A minha presença parecia não alterar em nada a postura do menino. Ele estava olhando fixamente da janela da qual eu o avistei da rua. De repente, para a minha surpresa, ele fala uma palavra. Sussurrando baixinho ele agradece pela minha presença. Nunca pensei que um simples obrigado fosse tão prazeroso de se ouvir. Fiquei tão feliz que acabei dando um abraço nele, mesmo não sendo correspondido. De repente, um barulho quebra o silencio mórbido da casa. Algo na sala e jogado. Parece vidro sendo lançado na parede. O menino ao meu lado começa a estremecer como se soubesse de onde vinha todo aquele barulho. Enquanto isso mais coisas eram quebradas. Agora se ouviam vozes alteradas, como se fosse uma discussão. Fiquei sem entender. Ele tremia e chorada como se estivesse prevendo que algo muito ruim fosse acontecer. A cada nova peça quebrada, a cada grito, a minha curiosidade aumentava. Ele continuava a tremer e a chorar, como se aquele evento fosse algo comum na rotina dele. Até que chegou um momento que eu não resisti. Fui ver o que estava acontecendo. Para minha triste surpresa era uma briga de casal. O pai do meu amigo tinha chegado em casa embriagado, de mais uma noite de farra, e resolveu bater na mulher e quebrar os moveis .

Depois desse incidente tudo começou a fazer sentido na minha cabeça. Esse era o motivo de tanta tristeza. Ele não aguentava mais presenciar as senas de violência sofridas pela mãe. A impotência o deixava paralisado. Por isso, ele resolveu se excluir de tudo e de todos. Essa foi à maneira que ele encontrou de esconder o seu sofrimento. Após elucidar toda essa situação eu resolvi então agir. Contei toda essa historia para minha mãe que, posteriormente, resolveu intervir nessa situação. Ela foi até a casa do meu amigo falar com os pais dele sobre os malefícios que a brigas estavam causando na vida do garoto.

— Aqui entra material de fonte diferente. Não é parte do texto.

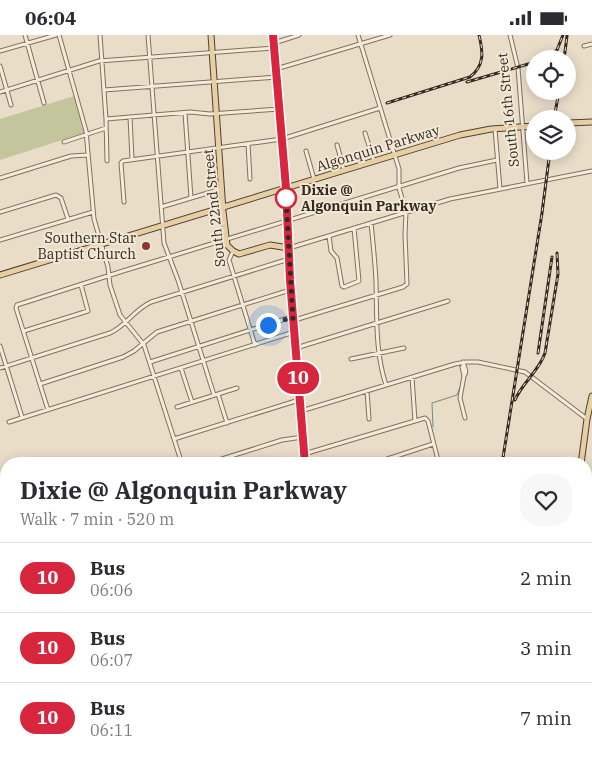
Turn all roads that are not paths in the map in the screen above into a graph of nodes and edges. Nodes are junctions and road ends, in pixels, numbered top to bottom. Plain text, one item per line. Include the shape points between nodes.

Depois de idas e vindas de muito conversa, o casal solucionou o problema. Ficou acordado que as futuras discussões seriam mais civilizadas e em voz baixa. De preferência sem agressões físicas e sem quebrar nenhum móvel. No inicio o meu amigo ficou meio incrédulo. Não acreditava que a paz poderia retornar ao seu lar. Achava que o melhor caminho era a separação dos seus pais. Mas o tempo foi passando, e o casal que constantemente brigava, Inexplicavelmente reconciliou-se. Não tinha mais discussões e nem tão pouco o pai do menino chegava em casa embriagado. O resultado de tudo isso foi o melhor possível: o meu amigo, que antes era introspectivo e tristonho, agora se tornou falante e altamente comunicativo. Não tinha mais aquele aspecto de infelicidade. Agora em seu rosto pairava um ar de serenidade, típico de uma criança que está bem com a vida. Sorte a minha que ajudei de certa forma essa família e de quebra ainda ganhei uma amigo. Agora já adulto, eu posso repassar essa historia para os meus filhos, e quem sabe um dia para os meus netos.